Why? Because we have lost the escape valve of the sexual joke and found no replacement for it. Perhaps that's why there is so much sexual gloom and newly repressive movements seem to be burgeoning everywhere. Women's liberation made some cosmetic changes and inflation sent millions of mothers and wives to work, but our basically repressive patriarchal society has never really been restructured, yet we are not supposed to talk about this evident truth. We are supposed to mouth platitudes about "growing liberation for women" and "sensitive" men as if we were blind to the reality of our society's underlying structures. Both men and women suffer as a result of this lying, particularly this lying to self. The old humor of oppression at least reflected certain basic truths about society. Men were afraid of women sexually; women were socially manipulated by men. Now we have lost that tradition of hostile humor, but we have yet to create a humor of liberation--so either we laugh at the old degrading jokes and feel guilty and smarmy or we shut up and feel repressed. Neither one provides much outlet for our psychological needs.
•
But perhaps the Eighties will be a time of sexual reconciliation through humor. Maybe the concept of a liberated jokebook isn't a contradiction in terms. Dottie Archibald, one of the brightest of the new breed of women stand-up comedians and now a regular on The Merv Griffin Show, may be pointing us in the right direction.

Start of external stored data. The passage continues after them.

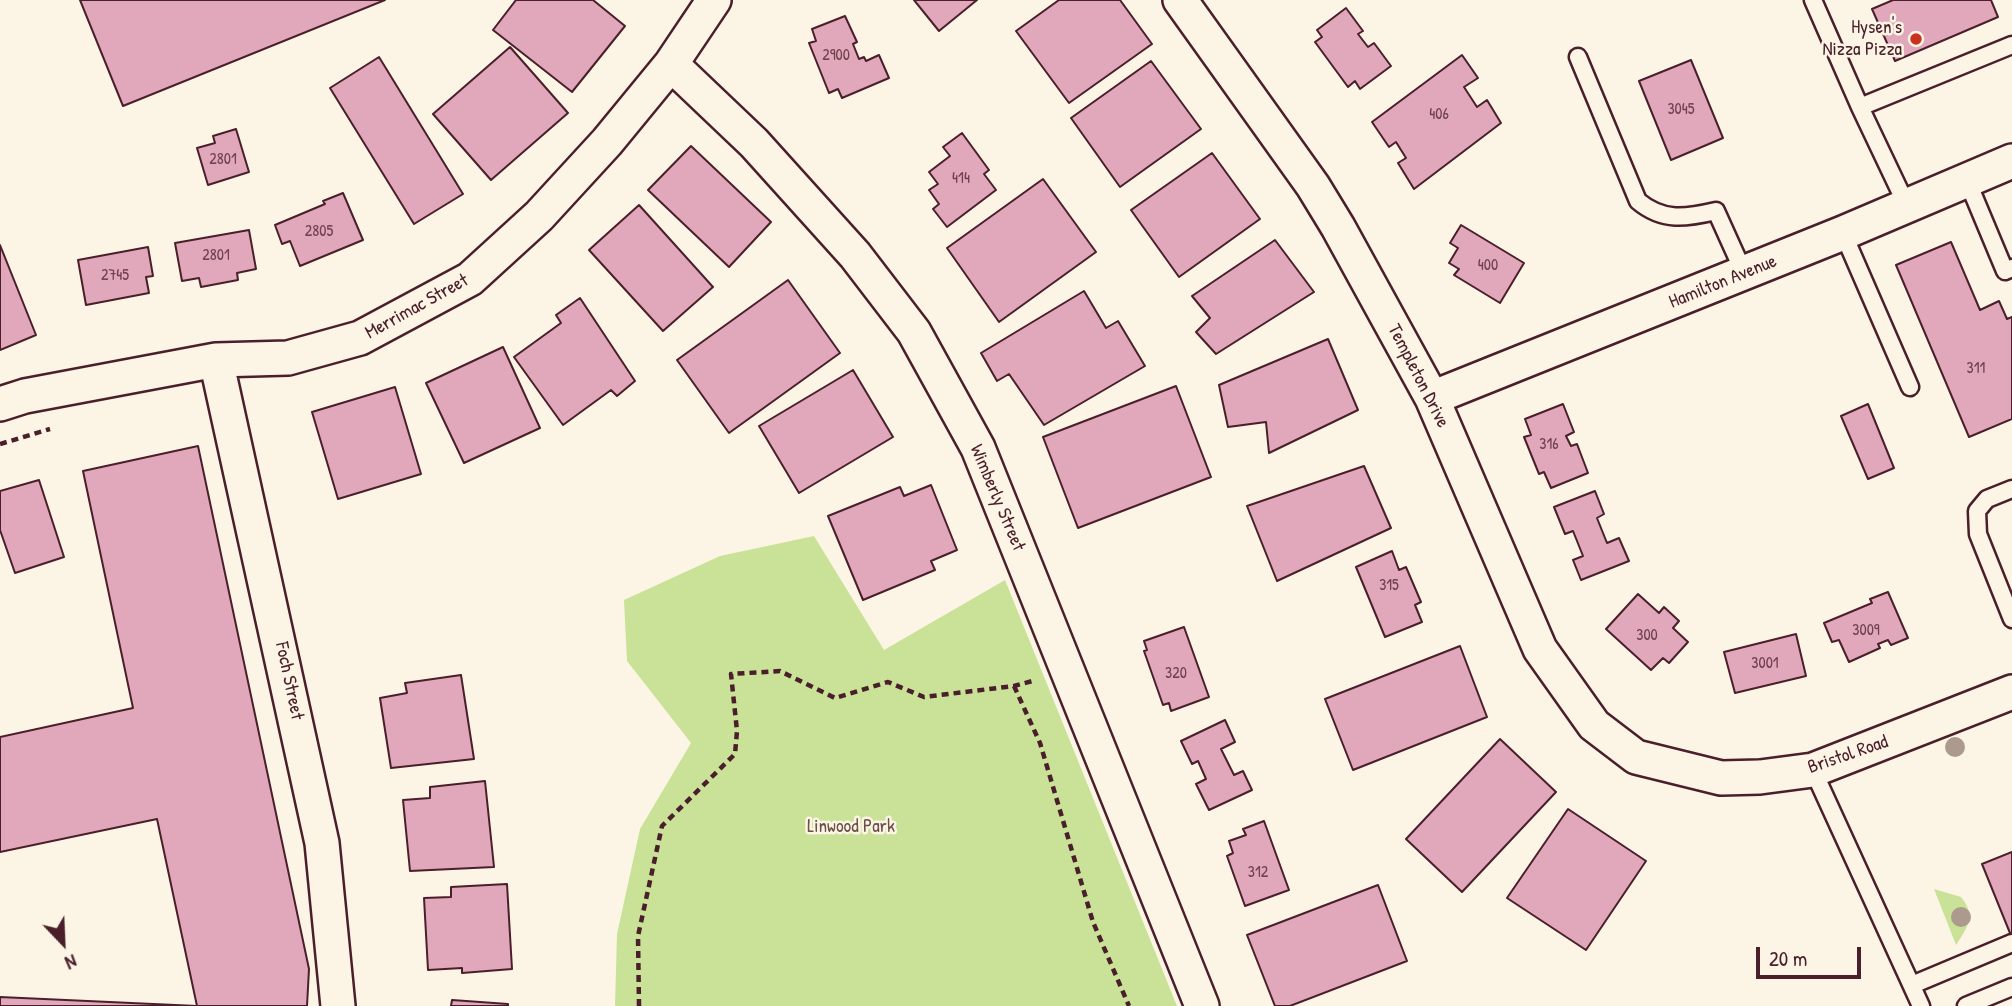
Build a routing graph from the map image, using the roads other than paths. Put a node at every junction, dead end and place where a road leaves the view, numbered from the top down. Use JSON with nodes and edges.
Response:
{"nodes":[{"id":1,"x":714,"y":0,"type":"edge"},
{"id":2,"x":1180,"y":0,"type":"edge"},
{"id":3,"x":1813,"y":0,"type":"edge"},
{"id":4,"x":2012,"y":45,"type":"edge"},
{"id":5,"x":1578,"y":57,"type":"dead end"},
{"id":6,"x":671,"y":64,"type":"junction"},
{"id":7,"x":1860,"y":107,"type":"junction"},
{"id":8,"x":2012,"y":161,"type":"edge"},
{"id":9,"x":1967,"y":180,"type":"junction"},
{"id":10,"x":1907,"y":206,"type":"junction"},
{"id":11,"x":1843,"y":233,"type":"junction"},
{"id":12,"x":2012,"y":268,"type":"edge"},
{"id":13,"x":1744,"y":273,"type":"junction"},
{"id":14,"x":216,"y":360,"type":"junction"},
{"id":15,"x":1910,"y":387,"type":"dead end"},
{"id":16,"x":1432,"y":398,"type":"junction"},
{"id":17,"x":0,"y":404,"type":"edge"},
{"id":18,"x":2012,"y":489,"type":"edge"},
{"id":19,"x":2012,"y":619,"type":"edge"},
{"id":20,"x":2012,"y":692,"type":"edge"},
{"id":21,"x":1636,"y":757,"type":"joint"},
{"id":22,"x":1813,"y":770,"type":"junction"},
{"id":23,"x":2012,"y":943,"type":"edge"},
{"id":24,"x":1912,"y":985,"type":"junction"},
{"id":25,"x":2012,"y":987,"type":"edge"},
{"id":26,"x":338,"y":1006,"type":"edge"},
{"id":27,"x":1202,"y":1006,"type":"edge"},
{"id":28,"x":1921,"y":1006,"type":"edge"},
{"id":29,"x":1966,"y":1006,"type":"edge"}],
"edges":[{"from":1,"to":6,"type":"street","name":"Merrimac Street"},
{"from":2,"to":16,"type":"street","name":"Templeton Drive"},
{"from":3,"to":7,"type":"lane"},
{"from":4,"to":7,"type":"lane"},
{"from":5,"to":13,"type":"lane"},
{"from":6,"to":14,"type":"street","name":"Merrimac Street"},
{"from":6,"to":27,"type":"street","name":"Wimberly Street"},
{"from":7,"to":10,"type":"lane"},
{"from":8,"to":9,"type":"street","name":"Hamilton Avenue"},
{"from":9,"to":10,"type":"street","name":"Hamilton Avenue"},
{"from":9,"to":12,"type":"lane"},
{"from":10,"to":11,"type":"street","name":"Hamilton Avenue"},
{"from":11,"to":13,"type":"street","name":"Hamilton Avenue"},
{"from":11,"to":15,"type":"lane"},
{"from":13,"to":16,"type":"street","name":"Hamilton Avenue"},
{"from":14,"to":17,"type":"street","name":"Merrimac Street"},
{"from":14,"to":26,"type":"street","name":"Foch Street"},
{"from":16,"to":21,"type":"street","name":"Templeton Drive"},
{"from":18,"to":19,"type":"lane"},
{"from":20,"to":22,"type":"street","name":"Bristol Road"},
{"from":21,"to":22,"type":"street","name":"Bristol Road"},
{"from":22,"to":24,"type":"lane"},
{"from":23,"to":24,"type":"lane"},
{"from":24,"to":28,"type":"lane"},
{"from":25,"to":29,"type":"lane"}]}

"Certainly, humor needs a scapegoat," says Archibald. "But the scapegoat can be the situation, not a gender-linked trait." Archibald herself, who writes her material with her husband, has two rules for her humor: no self-deprecation and no female retaliation against men (e.g., small-dick jokes--to compensate for all those years of big-vagina jokes). She honors Totie Fields, Phyllis Diller and Joan Rivers for opening the field of comedy to women but notes (as I have often noted myself) that their humor often sadly relies on self-attack.

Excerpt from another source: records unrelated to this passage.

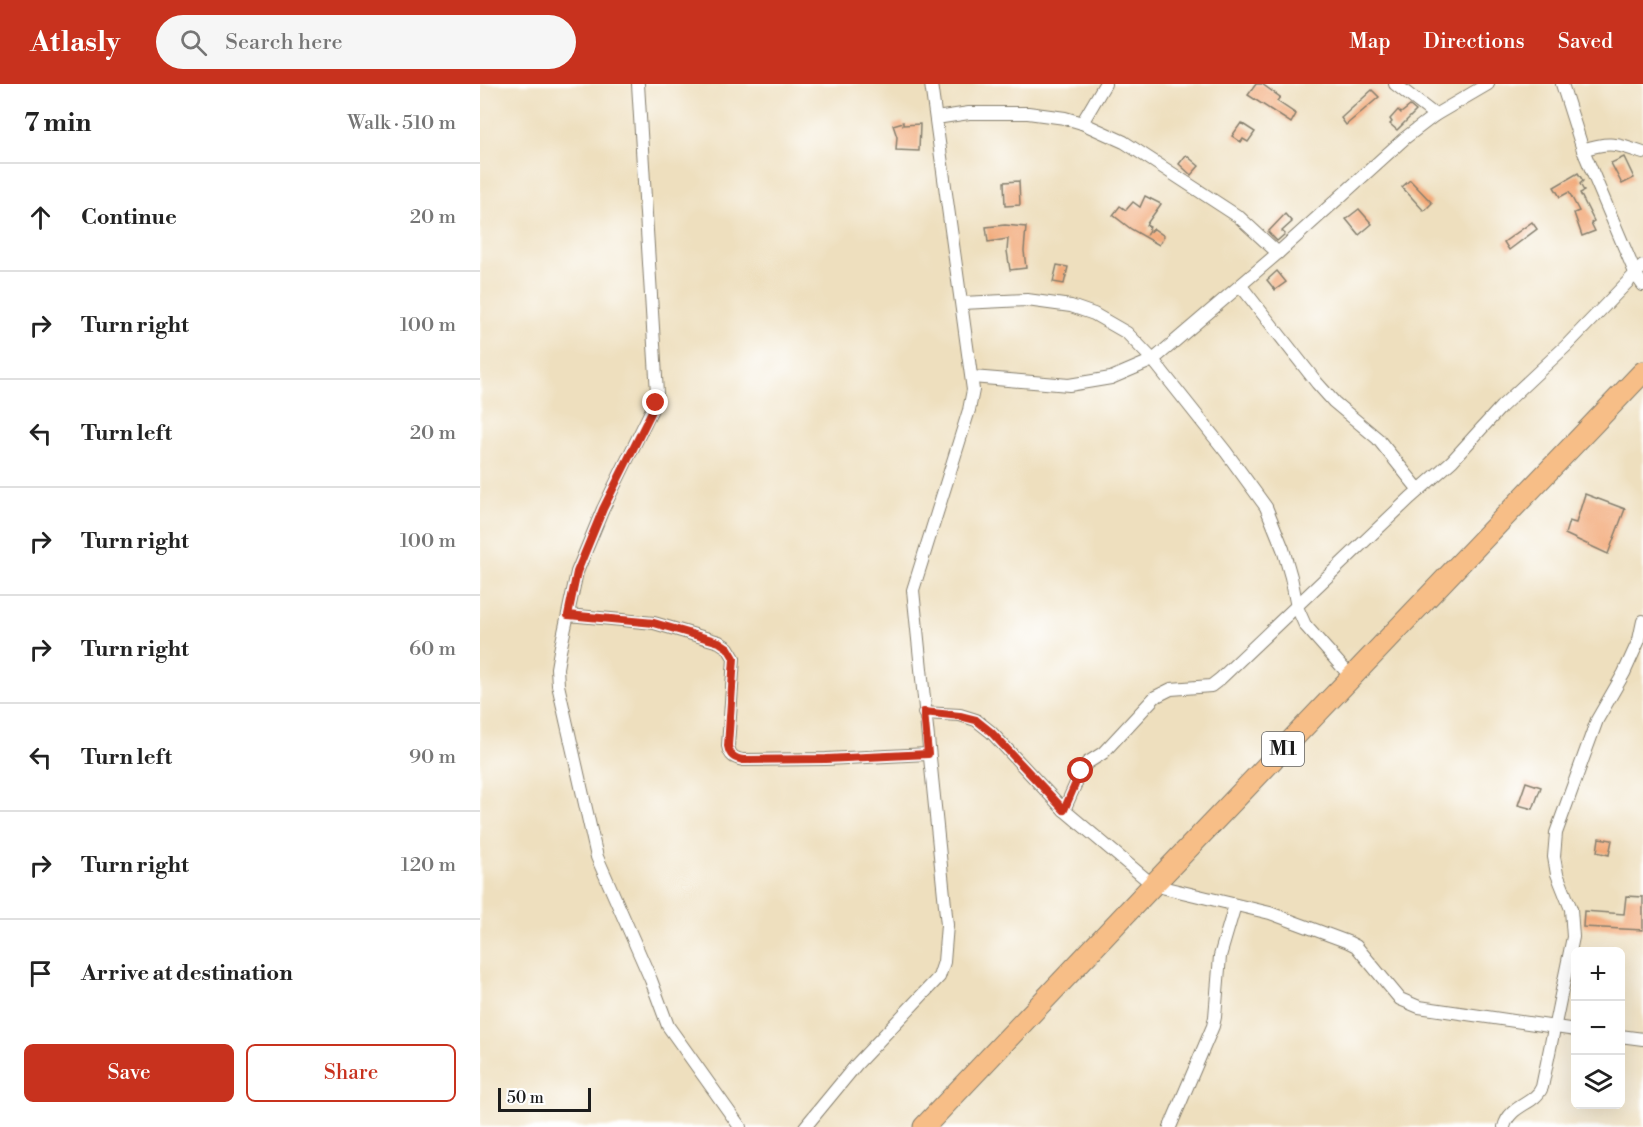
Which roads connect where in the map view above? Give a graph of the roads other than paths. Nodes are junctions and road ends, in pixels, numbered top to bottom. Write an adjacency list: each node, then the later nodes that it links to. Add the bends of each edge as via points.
1 (638, 84): 21 (street, via 656,403 603,509 577,572)
2 (931, 84): 8 (street)
3 (1105, 84): 9 (street)
4 (1395, 84): 7 (street)
5 (1488, 84): 7 (street)
6 (1562, 84): 10 (street)
7 (1436, 115): 12 (street, via 1405,138)
8 (936, 118): 9 (street, via 1029,114); 15 (street)
9 (1082, 123): 12 (street, via 1124,142 1239,217)
10 (1583, 150): 11 (street, via 1608,144); 13 (street)
11 (1643, 153)
12 (1278, 253): 14 (street)
13 (1641, 276): 19 (street)
14 (1241, 286): 16 (street); 19 (street, via 1317,383 1378,439)
15 (962, 303): 16 (street, via 1027,300 1071,306 1128,333); 18 (street)
16 (1153, 360): 18 (street, via 1111,378 1069,385); 20 (street, via 1266,507 1283,549)
17 (1643, 372): 23 (highway, M1)
18 (972, 377): 24 (street, via 969,410 913,590)
19 (1419, 490): 20 (street)
20 (1297, 607): 23 (street, via 1305,625); 26 (street, via 1211,686 1171,690 1155,697 1104,753 1081,771)
21 (568, 615): 25 (street, via 654,623 728,648 734,658 728,746 729,754 735,758); 33 (street, via 557,668 558,685 597,857 668,1026)
22 (1643, 621): 29 (street, via 1635,648 1597,720 1556,832 1554,857 1571,909 1574,937)
23 (1352, 678): 27 (highway, M1)
24 (924, 712): 25 (street); 26 (street, via 976,720)
25 (928, 754): 34 (street, via 947,925 944,962 939,977 856,1065)
26 (1064, 810): 27 (street)
27 (1153, 885): 28 (street); 35 (highway, M1)
28 (1235, 905): 29 (street, via 1270,913 1356,946 1407,1004); 36 (street, via 1220,956 1213,1026)
29 (1555, 1027): 30 (street); 37 (street, via 1539,1093 1514,1110)
30 (1571, 1029)
31 (1625, 1037): 32 (street)
32 (1643, 1039)
33 (740, 1127)
34 (805, 1127)
35 (924, 1127)
36 (1170, 1127)
37 (1504, 1127)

She wants, rather, to portray "the intelligent woman baffled by the world"--and she succeeds admirably, I think. She has created the persona of a working woman with house and spouse, but though she pokes fun at her husband, she pokes equal fun at herself--albeit not in the way of Diller or Rivers. There is no talk of her inability to snare a husband and no making herself look freakish. She comes on stage looking like a pretty, 30ish woman, dressed in ordinary but attractive clothes. Her mystification by life may then represent that of her women viewers. "She has walked out of the audience and turned around," Griffin says of her.

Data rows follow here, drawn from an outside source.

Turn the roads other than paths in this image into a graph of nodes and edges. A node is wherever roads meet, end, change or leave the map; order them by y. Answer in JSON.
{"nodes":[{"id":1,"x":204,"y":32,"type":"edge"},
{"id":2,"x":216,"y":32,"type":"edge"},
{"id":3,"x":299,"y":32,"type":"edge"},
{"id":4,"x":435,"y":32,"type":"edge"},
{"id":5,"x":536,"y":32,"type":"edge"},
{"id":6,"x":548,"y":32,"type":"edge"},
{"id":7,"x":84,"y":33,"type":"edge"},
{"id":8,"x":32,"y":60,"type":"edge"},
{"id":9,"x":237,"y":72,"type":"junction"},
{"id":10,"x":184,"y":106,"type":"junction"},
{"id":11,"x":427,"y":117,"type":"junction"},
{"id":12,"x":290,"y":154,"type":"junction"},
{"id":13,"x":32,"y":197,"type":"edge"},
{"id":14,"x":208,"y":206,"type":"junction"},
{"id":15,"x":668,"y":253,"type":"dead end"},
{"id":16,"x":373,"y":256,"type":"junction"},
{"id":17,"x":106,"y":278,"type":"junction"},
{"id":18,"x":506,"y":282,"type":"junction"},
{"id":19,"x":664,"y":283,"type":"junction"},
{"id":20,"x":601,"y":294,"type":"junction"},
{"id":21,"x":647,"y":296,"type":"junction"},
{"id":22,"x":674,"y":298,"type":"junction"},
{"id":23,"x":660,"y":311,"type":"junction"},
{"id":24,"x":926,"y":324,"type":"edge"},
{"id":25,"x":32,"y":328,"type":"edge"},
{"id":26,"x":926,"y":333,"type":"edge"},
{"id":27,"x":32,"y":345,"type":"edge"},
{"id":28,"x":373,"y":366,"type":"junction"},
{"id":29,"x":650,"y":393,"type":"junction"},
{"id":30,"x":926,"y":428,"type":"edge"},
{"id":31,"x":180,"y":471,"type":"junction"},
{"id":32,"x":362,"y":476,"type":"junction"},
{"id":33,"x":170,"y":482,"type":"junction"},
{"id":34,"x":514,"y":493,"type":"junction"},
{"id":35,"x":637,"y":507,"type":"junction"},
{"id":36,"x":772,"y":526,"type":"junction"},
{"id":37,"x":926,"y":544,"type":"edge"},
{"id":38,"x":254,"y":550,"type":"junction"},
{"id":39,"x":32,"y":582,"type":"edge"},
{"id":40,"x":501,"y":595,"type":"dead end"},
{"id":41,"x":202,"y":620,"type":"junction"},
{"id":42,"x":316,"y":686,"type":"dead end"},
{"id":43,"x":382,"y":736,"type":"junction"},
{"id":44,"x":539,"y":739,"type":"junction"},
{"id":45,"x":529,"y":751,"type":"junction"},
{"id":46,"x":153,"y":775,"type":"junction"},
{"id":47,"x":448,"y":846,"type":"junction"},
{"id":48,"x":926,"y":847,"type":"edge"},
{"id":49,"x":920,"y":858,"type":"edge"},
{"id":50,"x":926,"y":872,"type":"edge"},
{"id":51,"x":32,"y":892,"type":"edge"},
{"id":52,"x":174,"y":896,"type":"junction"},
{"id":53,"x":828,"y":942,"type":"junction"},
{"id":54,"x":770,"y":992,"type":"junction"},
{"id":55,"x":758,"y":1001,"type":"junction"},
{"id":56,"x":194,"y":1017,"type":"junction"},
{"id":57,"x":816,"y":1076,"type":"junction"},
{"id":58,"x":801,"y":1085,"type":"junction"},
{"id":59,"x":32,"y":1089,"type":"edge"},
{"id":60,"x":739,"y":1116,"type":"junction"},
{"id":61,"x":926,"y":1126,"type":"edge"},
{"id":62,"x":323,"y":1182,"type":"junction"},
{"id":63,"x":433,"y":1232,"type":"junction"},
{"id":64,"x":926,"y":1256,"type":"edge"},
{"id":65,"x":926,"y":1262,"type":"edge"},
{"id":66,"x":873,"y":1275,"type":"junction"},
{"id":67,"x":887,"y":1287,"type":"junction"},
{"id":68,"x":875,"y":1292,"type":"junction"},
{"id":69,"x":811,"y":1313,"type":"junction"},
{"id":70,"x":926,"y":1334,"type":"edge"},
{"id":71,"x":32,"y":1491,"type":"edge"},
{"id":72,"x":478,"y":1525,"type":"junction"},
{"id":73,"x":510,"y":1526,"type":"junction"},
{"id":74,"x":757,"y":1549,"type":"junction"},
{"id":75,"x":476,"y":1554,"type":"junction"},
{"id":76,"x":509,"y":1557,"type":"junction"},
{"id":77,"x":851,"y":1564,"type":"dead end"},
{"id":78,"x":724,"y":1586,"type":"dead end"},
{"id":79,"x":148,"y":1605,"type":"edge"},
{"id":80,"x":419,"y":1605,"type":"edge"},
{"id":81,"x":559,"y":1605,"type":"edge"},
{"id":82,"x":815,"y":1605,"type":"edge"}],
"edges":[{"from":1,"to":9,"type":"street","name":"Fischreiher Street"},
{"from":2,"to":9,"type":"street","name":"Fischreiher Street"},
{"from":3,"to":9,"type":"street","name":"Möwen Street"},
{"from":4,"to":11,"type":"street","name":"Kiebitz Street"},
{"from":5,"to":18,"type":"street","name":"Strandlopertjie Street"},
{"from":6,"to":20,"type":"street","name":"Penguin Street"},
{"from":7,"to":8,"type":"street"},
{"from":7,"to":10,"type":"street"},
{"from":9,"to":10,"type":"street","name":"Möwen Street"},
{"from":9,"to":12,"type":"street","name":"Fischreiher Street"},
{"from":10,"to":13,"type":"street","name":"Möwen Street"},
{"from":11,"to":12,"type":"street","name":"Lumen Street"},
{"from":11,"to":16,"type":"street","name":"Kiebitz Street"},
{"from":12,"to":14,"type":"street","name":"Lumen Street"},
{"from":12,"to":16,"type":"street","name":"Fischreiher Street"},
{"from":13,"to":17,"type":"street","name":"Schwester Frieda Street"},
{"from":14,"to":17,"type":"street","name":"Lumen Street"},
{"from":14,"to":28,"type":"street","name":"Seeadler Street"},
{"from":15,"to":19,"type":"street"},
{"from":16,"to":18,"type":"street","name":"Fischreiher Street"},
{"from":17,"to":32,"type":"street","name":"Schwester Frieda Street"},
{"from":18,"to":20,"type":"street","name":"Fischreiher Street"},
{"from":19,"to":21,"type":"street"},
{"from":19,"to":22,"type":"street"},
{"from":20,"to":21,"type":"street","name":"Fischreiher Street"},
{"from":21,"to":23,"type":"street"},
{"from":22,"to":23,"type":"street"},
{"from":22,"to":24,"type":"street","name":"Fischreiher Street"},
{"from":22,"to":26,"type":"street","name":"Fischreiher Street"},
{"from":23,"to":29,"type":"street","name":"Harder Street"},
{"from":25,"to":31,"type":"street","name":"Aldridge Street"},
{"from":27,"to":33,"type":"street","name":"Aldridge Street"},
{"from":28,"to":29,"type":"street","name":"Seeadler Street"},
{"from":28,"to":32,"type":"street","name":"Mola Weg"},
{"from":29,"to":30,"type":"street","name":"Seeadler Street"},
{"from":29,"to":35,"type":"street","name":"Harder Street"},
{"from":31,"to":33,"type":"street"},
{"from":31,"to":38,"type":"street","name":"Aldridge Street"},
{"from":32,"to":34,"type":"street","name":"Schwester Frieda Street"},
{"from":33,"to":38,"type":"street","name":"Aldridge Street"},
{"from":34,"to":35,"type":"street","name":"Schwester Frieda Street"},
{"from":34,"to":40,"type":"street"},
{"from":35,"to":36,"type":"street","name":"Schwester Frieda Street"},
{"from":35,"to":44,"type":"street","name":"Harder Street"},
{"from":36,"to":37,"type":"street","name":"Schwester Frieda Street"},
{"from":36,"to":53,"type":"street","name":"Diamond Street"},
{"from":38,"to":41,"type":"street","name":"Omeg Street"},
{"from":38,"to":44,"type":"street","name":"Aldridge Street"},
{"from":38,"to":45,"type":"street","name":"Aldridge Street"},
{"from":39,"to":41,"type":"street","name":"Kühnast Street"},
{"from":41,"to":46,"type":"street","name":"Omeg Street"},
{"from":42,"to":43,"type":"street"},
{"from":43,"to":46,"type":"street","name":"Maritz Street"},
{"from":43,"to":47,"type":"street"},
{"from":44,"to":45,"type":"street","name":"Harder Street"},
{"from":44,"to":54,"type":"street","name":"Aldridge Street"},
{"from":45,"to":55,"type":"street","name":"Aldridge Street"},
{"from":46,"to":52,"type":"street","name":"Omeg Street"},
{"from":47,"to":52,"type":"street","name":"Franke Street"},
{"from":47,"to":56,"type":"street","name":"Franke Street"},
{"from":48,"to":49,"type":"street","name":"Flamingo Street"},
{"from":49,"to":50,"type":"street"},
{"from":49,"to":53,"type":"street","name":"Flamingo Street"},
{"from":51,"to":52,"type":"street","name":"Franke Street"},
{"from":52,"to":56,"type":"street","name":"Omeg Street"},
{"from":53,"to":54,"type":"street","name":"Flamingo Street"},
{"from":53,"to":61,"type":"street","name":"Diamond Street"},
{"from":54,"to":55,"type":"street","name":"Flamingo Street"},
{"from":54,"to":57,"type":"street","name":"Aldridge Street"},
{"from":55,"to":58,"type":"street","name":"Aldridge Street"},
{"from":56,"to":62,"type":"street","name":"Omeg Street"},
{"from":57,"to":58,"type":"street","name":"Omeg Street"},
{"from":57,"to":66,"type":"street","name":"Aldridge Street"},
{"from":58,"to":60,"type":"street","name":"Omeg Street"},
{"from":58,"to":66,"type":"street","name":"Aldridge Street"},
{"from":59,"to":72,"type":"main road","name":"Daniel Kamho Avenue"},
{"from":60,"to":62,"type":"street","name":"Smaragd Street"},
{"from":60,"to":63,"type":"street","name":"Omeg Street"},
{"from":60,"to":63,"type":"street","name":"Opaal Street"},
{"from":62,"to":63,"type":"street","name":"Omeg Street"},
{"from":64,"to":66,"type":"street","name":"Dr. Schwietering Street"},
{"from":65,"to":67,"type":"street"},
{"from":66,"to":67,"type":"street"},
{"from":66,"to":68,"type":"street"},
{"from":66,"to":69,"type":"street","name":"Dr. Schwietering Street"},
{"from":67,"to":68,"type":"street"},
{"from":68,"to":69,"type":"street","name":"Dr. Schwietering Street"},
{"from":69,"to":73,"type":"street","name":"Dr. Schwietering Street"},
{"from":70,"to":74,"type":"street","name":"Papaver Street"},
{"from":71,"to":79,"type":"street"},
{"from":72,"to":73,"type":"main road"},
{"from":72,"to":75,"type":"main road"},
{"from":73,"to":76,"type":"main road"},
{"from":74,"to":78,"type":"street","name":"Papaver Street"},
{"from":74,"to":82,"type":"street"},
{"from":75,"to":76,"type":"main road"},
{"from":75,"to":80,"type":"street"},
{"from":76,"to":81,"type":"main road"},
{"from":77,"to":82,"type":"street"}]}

Dottie Archibald maintains that things are certainly getting better in the field of liberated humor. Few of the younger male comics rely on sexist jokes anymore, she says, and the opportunities for women are greater than ever. We may finally be entering an age, she insists, in which it is possible to make fun of human traits rather than of those of either men or women.
I certainly hope the Eighties prove that true. Whatever else the decade brings, it'll be a lot easier for all of us to take if we can have our laughs--and be liberated, too.
"A sexually healthy culture does not fragment life into sexual and nonsexual components."
"One man's humor is another's bad taste, while one woman's funny bone is another woman's soapbox."